Global Brands & Retailers Session Two Panel Members:

  • Tana Dai, General Manager of the Erdos Group
  • Michael Huang, Managing Director of Greater China Region from Brunello Cucinelli
  • Ma Jiangtao, Chairman of YUTENG Cashmere
  • Liu Hongyan, Senior Manager of Corporate Communication at Jnby Design
  • Tsumoto Yoshihiko, Assistant to CEO for East Asia Bloc at Itochu
  • Erdenetuya Mangaljav, Founder of Sor Cashmere

“If you don’t know where the fibre comes from, then you can’t improve the quality.” Chris Gaffney, CEO of Johnstons of Elgin, on the importance of traceability in the supply chain.

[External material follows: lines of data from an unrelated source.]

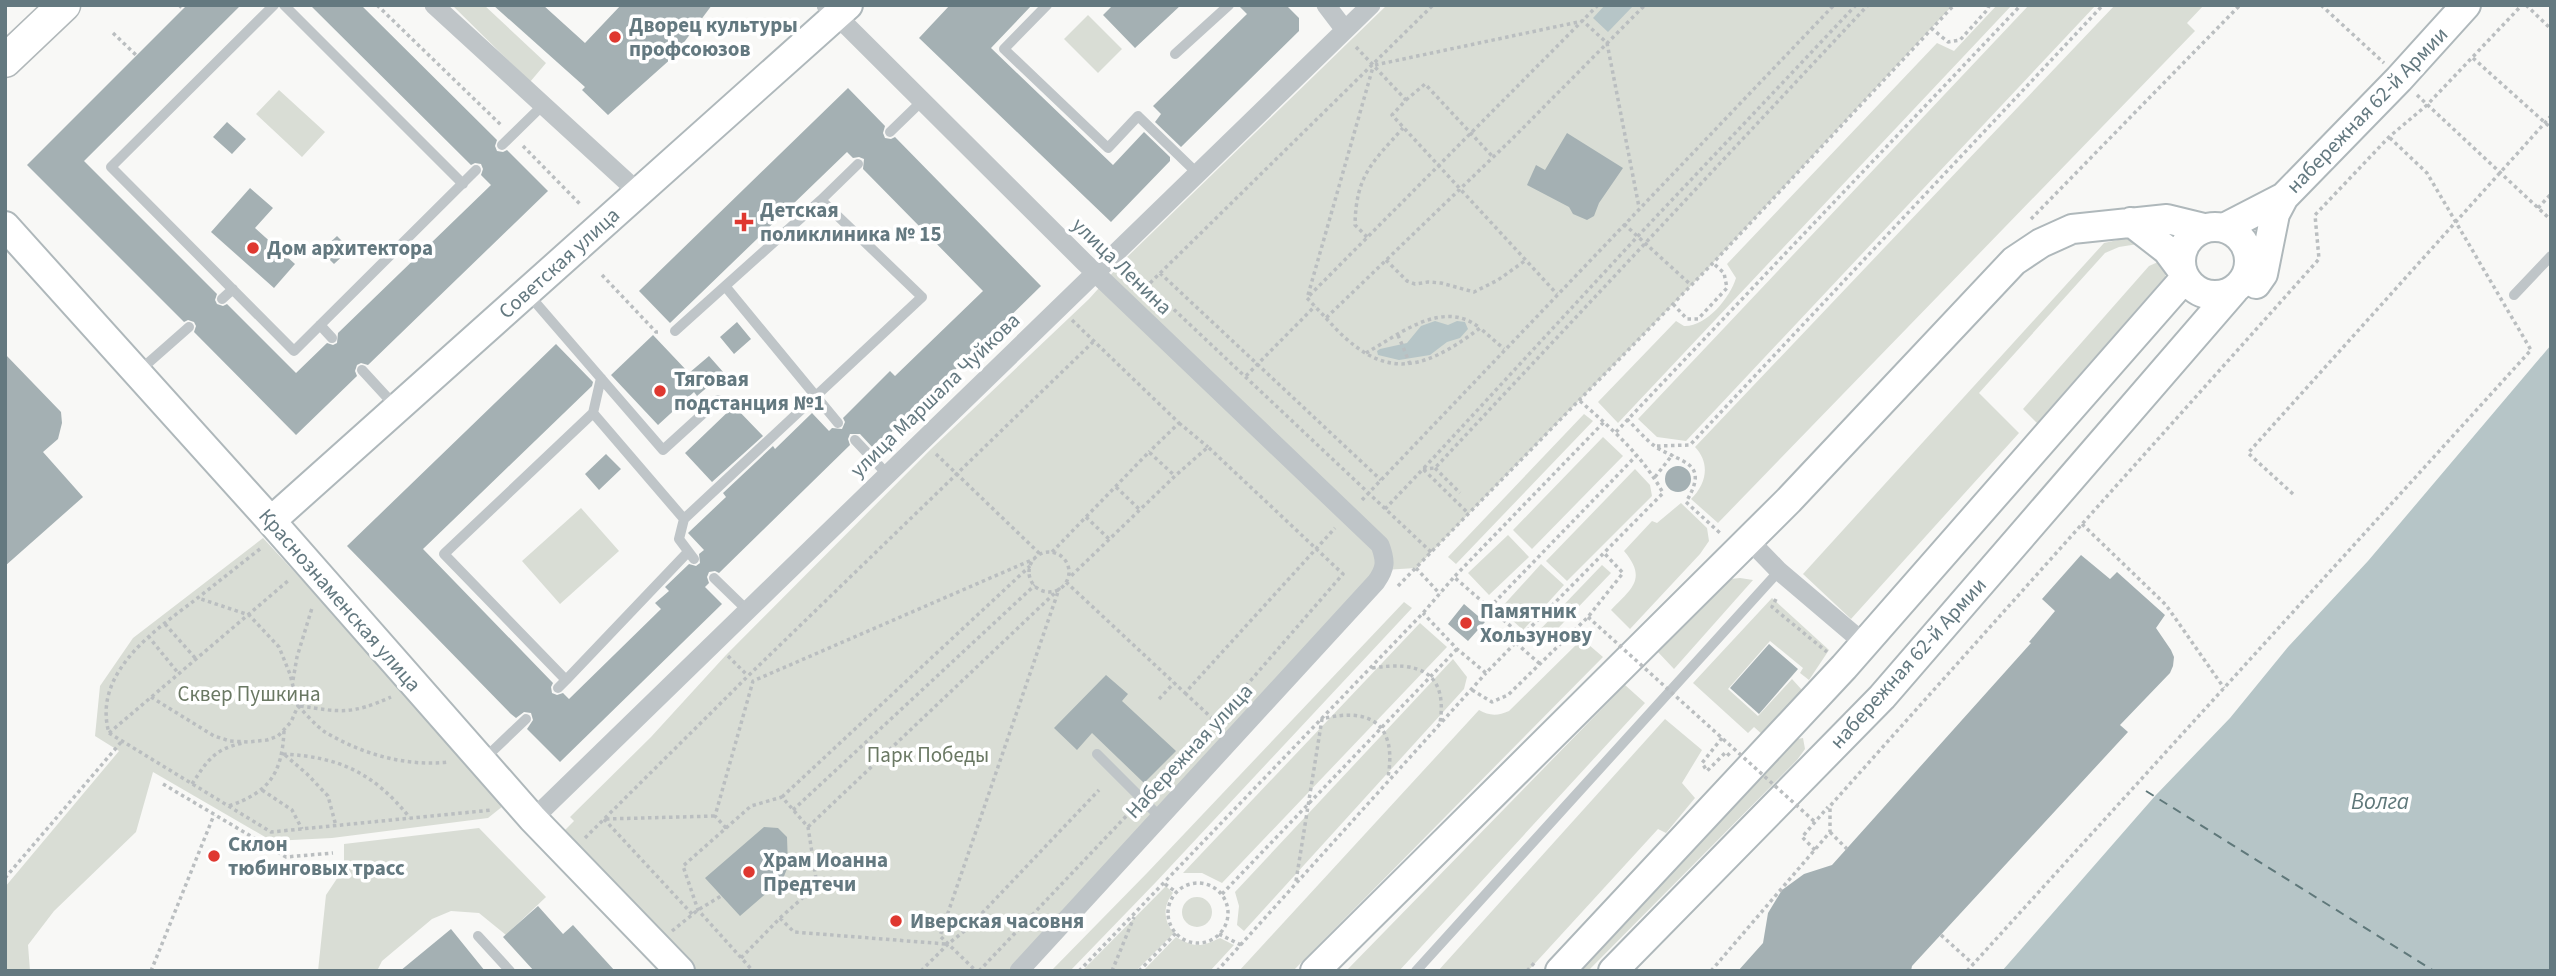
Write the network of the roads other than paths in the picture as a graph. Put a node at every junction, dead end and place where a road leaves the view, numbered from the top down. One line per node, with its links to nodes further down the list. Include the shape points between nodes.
1 (64, 5): 13 (main road)
2 (274, 5): 35 (lane, via 111,167)
3 (285, 5): 22 (lane)
4 (434, 5): 15 (street)
5 (1047, 5): 21 (lane, via 1004,49 1108,148 1138,116)
6 (1229, 5): 12 (lane)
7 (1326, 5): 11 (street)
8 (1371, 5): 11 (street, улица Маршала Чуйкова)
9 (2466, 5): 20 (main road, набережная 62-й Армии)
10 (837, 9): 14 (street, улица Ленина); 23 (main road, Советская улица)
11 (1349, 36): 21 (street, улица Маршала Чуйкова)
12 (1175, 54)
13 (5, 61)
14 (922, 101): 16 (lane); 32 (street, улица Ленина)
15 (543, 105): 17 (lane); 23 (street)
16 (890, 132)
17 (502, 145)
18 (858, 164): 24 (lane)
19 (476, 170): 22 (lane)
20 (2310, 170): 25 (main road, набережная 62-й Армии); 26 (main road, via 2216,210)
21 (1197, 173): 32 (street, улица Маршала Чуйкова)
22 (463, 184): 40 (lane)
23 (638, 192): 37 (main road, Советская улица)
24 (821, 200): 34 (lane); 48 (lane, via 922,297)
25 (2280, 206): 29 (main road, набережная 62-й Армии); 30 (main road); 43 (main road, via 2263,274 2236,312)
26 (2166, 219): 27 (main road); 29 (main road)
27 (2117, 223): 33 (main road, via 2166,250); 57 (main road, via 2072,229 2014,261)
28 (5, 226): 46 (main road, Краснознаменская улица)
29 (2214, 228): 30 (main road, via 2241,238); 33 (main road, via 2188,240 2183,249)
30 (2249, 256): 36 (main road, via 2247,275)
31 (2551, 256): 38 (lane)
32 (1095, 271): 54 (street, улица Маршала Чуйкова); 58 (street, улица Ленина, via 1370,535)
33 (2183, 273): 36 (main road, via 2202,293); 62 (main road)
34 (725, 286): 42 (lane); 48 (lane)
35 (233, 289): 39 (lane); 40 (lane, via 294,351)
36 (2234, 290): 43 (main road, набережная 62-й Армии)
37 (526, 292): 47 (lane); 50 (main road, Советская улица)
38 (2514, 295)
39 (222, 299)
40 (320, 325): 44 (lane)
41 (189, 327): 46 (lane)
42 (676, 331)
43 (2192, 336): 77 (main road, набережная 62-й Армии, via 1882,697)
44 (332, 338)
45 (362, 370): 50 (lane)
46 (137, 372): 56 (main road, Краснознаменская улица)
47 (601, 379): 49 (lane, via 663,450); 51 (lane)
48 (814, 397): 52 (lane); 55 (lane)
49 (718, 400)
50 (397, 408): 56 (main road, Советская улица)
51 (593, 413): 55 (lane); 63 (lane, via 444,554)
52 (838, 423)
53 (855, 440): 54 (lane)
54 (887, 474): 61 (street, улица Маршала Чуйкова)
55 (684, 519): 63 (lane, via 679,539 691,556)
56 (271, 521): 67 (main road, Краснознаменская улица)
57 (1748, 539): 59 (street); 74 (main road)
58 (1385, 559): 68 (street, Набережная улица, via 1385,569 1376,582)
59 (1779, 571): 62 (street); 75 (lane)
60 (714, 578): 61 (lane)
61 (747, 610): 69 (street, улица Маршала Чуйкова)
62 (1865, 644): 76 (main road)
63 (566, 680): 64 (lane)
64 (558, 688)
65 (526, 719): 67 (lane)
66 (1097, 754): 68 (lane)
67 (482, 761): 69 (main road, Краснознаменская улица)
68 (1160, 817): 73 (street, Набережная улица)
69 (533, 819): 72 (main road, Краснознаменская улица)
70 (478, 936): 71 (lane)
71 (510, 971)
72 (680, 971)
73 (1019, 971)
74 (1315, 971)
75 (1416, 971)
76 (1560, 971)
77 (1613, 971)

“It is rare for me to attend a conference on such a dedicated topic.” Tana Dai, General Manager of the Erdos Group, on the conference’s theme of global natural fibres and sustainability.

The afternoon hosted a unique opportunity during the Herders, Producers & Processors Presentations & Panel Discussions, which brought together a diverse range of speakers that represented herding and farming communities from China, Mongolia, Inner Mongolia, Afghanistan and South Africa. Ronald Lamb, Cashmere & Wool Processing Expert from DAI, gave an insightful talk on the benefits of Afghan cashmere alongside the devastating hardships that the country’s herding communities face day-to-day. Marco Coetzee, General Manager of Mohair South Africa, provided an update to conference attendees on the Mohair industry and their very own sustainability journey.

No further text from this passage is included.